5 of 5 people found the following review helpful
This review is from: Who Owns The Future? (Hardcover)
Customer review from the Amazon Vine Programme (What's this?)
In this book, writing about the all encompassing digital future that modern society is inexorably edging toward, Lanier is essentially writing about how the fundamental way society works could change.
The digital revolution (unlike other historical revolutions in production) follows a winner-takes-all-model that relentlessly concentrates wealth and challenges the livelihood of an ever increasing number. Progress should reward more people, not fewer. Lanier notes that in a socially responsible society the economic benefits would be shared by the bulk of the populace with smaller numbers of people at one end getting by on very little and small numbers at the other end raking in the billions (meaning most of us would live in relative comfort and security somewhere in the middle). The digital revolution is increasing wealth and freedom for only a tiny fraction of the population: The corporations with the biggest computers, gathering data for free from everyone else. One illuminating statistic to illustrate this is to compare Google with General Motors. Google is worth $300 billion on the stock market, almost seven times that of GM. But Google only employs 53,000 people compared to the 202,000 of a flagging GM.

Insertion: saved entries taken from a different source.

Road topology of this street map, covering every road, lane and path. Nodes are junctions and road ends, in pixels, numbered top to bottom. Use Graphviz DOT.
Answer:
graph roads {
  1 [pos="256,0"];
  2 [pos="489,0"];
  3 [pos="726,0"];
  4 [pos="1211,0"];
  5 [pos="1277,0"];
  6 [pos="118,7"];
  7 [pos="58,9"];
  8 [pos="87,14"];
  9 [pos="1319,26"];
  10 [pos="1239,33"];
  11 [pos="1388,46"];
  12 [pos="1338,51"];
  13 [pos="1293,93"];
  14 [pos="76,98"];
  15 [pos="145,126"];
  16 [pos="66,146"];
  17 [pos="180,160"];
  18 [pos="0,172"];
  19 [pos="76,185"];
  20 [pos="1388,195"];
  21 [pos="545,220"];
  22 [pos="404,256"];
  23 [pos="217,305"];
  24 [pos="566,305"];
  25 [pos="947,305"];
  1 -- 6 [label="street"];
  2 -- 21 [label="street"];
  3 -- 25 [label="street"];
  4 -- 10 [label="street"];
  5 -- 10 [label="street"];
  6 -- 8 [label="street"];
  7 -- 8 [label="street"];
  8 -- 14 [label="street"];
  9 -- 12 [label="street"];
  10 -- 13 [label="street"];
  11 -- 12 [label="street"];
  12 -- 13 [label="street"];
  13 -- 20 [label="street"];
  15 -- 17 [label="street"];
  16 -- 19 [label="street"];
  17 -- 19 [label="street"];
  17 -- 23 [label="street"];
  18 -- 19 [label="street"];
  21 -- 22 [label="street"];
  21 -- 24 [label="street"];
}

Lanier writes passionately in this book, involving the reader by proposing a way of dealing with this unsustainable scenario.
His main idea is to recognise a person's information as private property. So any large corporation that harvests anything from your social networking, purchasing or even phone records would have to pay you for the privilege. But he doesn't go into details of how you would even to begin to set up such a system. The author freely admits he hasn't thought it all through which goes some way to explain the somewhat rambling approach I found in this book. It is an occasionally dense read, but always fascinating and the author's credibility in the industry is of the highest grade.
Who Owns The Future is certainly worth a read for anybody with even the faintest interest in the unyielding digitisation of the way we live. Just be prepared to concentrate hard on the more dense parts of the book.